代わりに、目の前にはまったく同じ部屋がもう一つ広がっていた。
「……おい、どうなってんだよ? さっきの部屋と同じじゃないか?」
不安に駆られる二人は、再び部屋を抜けて廊下へ出ようとするが、扉を開けるたびに同じ部屋が繰り返される。逆さまの家具、壁の人影、そして湿った空気――それが延々と続くのだ。
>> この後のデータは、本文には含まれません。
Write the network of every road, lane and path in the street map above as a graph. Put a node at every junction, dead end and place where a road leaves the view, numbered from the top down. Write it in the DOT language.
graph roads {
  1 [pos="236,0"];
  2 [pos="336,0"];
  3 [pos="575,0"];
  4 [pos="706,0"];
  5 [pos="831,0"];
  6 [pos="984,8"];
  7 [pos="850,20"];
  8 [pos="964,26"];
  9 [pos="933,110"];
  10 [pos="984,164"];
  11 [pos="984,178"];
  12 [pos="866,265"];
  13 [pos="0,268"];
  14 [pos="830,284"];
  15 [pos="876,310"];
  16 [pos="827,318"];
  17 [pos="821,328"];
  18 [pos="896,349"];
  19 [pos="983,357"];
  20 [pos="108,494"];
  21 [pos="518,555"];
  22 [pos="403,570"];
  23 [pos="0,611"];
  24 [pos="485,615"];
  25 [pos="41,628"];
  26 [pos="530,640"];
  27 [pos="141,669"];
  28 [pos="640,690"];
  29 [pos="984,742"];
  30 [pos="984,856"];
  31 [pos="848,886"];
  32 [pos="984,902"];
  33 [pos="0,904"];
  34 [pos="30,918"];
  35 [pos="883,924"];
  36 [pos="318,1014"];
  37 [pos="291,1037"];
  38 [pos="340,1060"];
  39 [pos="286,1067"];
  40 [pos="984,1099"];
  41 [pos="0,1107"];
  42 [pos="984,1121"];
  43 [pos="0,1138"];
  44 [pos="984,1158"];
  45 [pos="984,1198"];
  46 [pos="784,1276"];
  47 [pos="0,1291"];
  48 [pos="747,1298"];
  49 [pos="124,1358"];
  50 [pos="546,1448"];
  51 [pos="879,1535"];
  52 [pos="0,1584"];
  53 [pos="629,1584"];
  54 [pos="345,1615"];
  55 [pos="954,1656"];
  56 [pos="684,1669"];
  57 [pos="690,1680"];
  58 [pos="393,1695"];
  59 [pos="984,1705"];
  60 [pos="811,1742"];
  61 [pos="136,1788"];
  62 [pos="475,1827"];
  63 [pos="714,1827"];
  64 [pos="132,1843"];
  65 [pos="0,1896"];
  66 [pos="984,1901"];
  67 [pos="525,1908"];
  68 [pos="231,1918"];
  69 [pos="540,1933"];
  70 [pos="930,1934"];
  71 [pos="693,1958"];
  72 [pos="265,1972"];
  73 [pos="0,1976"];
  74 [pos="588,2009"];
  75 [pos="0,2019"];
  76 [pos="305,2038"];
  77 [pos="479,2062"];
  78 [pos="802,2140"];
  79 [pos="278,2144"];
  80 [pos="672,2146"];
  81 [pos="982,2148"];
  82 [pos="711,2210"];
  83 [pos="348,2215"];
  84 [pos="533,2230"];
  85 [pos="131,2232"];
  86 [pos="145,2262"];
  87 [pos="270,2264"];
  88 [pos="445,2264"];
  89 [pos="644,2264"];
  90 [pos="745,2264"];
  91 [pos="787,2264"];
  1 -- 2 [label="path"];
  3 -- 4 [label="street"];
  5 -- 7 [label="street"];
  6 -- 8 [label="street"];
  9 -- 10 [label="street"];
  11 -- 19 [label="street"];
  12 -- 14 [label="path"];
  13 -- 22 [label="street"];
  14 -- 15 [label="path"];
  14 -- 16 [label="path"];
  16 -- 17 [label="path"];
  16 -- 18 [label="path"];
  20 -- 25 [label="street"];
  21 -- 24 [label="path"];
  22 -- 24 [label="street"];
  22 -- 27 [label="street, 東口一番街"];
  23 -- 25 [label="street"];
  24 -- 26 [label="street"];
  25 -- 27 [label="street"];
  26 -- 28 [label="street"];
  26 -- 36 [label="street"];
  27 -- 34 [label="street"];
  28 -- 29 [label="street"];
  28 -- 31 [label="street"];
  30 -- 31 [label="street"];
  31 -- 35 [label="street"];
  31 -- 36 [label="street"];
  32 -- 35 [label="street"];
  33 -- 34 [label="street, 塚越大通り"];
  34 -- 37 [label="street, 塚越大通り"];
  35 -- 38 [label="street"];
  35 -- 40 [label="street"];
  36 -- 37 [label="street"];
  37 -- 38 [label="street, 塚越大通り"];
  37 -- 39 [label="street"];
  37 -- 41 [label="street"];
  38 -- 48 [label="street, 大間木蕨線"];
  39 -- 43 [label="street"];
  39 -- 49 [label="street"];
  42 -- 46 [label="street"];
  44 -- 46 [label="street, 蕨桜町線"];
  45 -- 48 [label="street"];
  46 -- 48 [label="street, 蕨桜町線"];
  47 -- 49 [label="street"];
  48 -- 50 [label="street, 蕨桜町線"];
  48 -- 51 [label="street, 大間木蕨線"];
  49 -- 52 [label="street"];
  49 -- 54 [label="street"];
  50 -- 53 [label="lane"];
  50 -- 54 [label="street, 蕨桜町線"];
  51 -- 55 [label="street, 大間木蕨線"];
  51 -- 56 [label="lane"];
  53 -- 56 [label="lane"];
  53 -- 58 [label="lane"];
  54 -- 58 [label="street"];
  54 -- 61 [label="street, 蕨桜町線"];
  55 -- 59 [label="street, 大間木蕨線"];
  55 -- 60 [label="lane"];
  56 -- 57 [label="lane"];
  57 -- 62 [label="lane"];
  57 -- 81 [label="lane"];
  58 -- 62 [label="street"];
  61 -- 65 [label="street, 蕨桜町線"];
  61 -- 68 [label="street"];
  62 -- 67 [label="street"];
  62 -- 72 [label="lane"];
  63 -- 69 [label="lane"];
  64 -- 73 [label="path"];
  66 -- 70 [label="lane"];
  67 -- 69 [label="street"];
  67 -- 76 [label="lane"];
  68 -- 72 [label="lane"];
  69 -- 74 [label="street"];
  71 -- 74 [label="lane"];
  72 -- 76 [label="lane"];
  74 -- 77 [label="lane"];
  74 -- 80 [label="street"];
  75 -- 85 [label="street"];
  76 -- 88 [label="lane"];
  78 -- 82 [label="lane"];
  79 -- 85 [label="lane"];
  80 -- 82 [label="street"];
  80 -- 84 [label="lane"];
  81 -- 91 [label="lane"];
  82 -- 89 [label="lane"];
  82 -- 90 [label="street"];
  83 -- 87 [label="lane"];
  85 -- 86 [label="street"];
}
「これ、マズいぞ……どこまで行っても同じ部屋だ……」
二人の足音だけが響く中、焦りはピークに達していく。しかし、どれだけ歩いても、出口は一向に見つからない。
足音が増えていく
突然、二人の足音に混じって、別の足音が聞こえ始めた。
「……誰か、いるのか?」
ユウタが懐中電灯で辺りを照らすが、誰の姿も見えない。しかし、その足音は徐々に近づいてきている。
――トン……トン……
その音は、明らかに二人を追いかけている。慌てて部屋の奥へと逃げるが、どこに行っても同じ部屋が続くだけだ。
「くそっ! どこにも逃げられない!」
ケンジが叫んだ瞬間、壁の人影の跡が、わずかに動いたのをユウタは見た。
「……動いた……?」
その時、背後で聞こえていた足音が、ピタリと止まった。
最後の部屋
二人が次の扉を開けると、ようやく違う部屋に辿り着いた。そこには何もない、がらんどうの空間が広がっていた。ただ一つ、部屋の中央にだけ、古びた鏡が置かれている。
「これ……鏡?」
ユウタが恐る恐る鏡を覗き込むと――鏡の中の自分が、微かに笑った。
「……おい、今……鏡の中の俺、笑ってたか?」
「何言ってんだ……?」
ケンジが困惑する中、突然、鏡の表面がゆっくりとひび割れ始めた。
――パキ……パキ……
鏡の中の自分の姿が歪み、その影がまるで鏡から這い出そうとしているように見えた瞬間――
「逃げろ!!」
ユウタは必死にケンジの腕を引っ張り、再び扉を開けて部屋を飛び出した。
廃墟からの脱出
気づけば、二人は廊下に立っていた。振り返ると、今まで何度も繰り返されていた逆さまの部屋は消え、ただの荒れ果てた廃墟の一室が残っているだけだった。
二人は恐怖に駆られながら廃墟を飛び出し、一目散に駐車場まで走った。車に乗り込んだ時、ようやく二人は息をついた。
「……なんだったんだ、あの部屋……」
ケンジは震える声で呟いたが、ユウタは答えなかった。彼の視線は、車のサイドミラーに釘付けになっていた。
――サイドミラーの中で、先ほどの廃墟の扉がゆっくりと閉まるのが見えたのだ。
そしてその扉の隙間から、何かがこちらを見ていた――
それは、鏡の中で笑った自分の姿だった。
その日以来、ユウタは鏡を見るのが怖くなった。時折、彼は部屋の鏡の中に、あの日の自分が映っているのではないかと感じることがある。
――もしかしたら、自分自身はあの廃墟に置き去りにされてしまったのかもしれない……。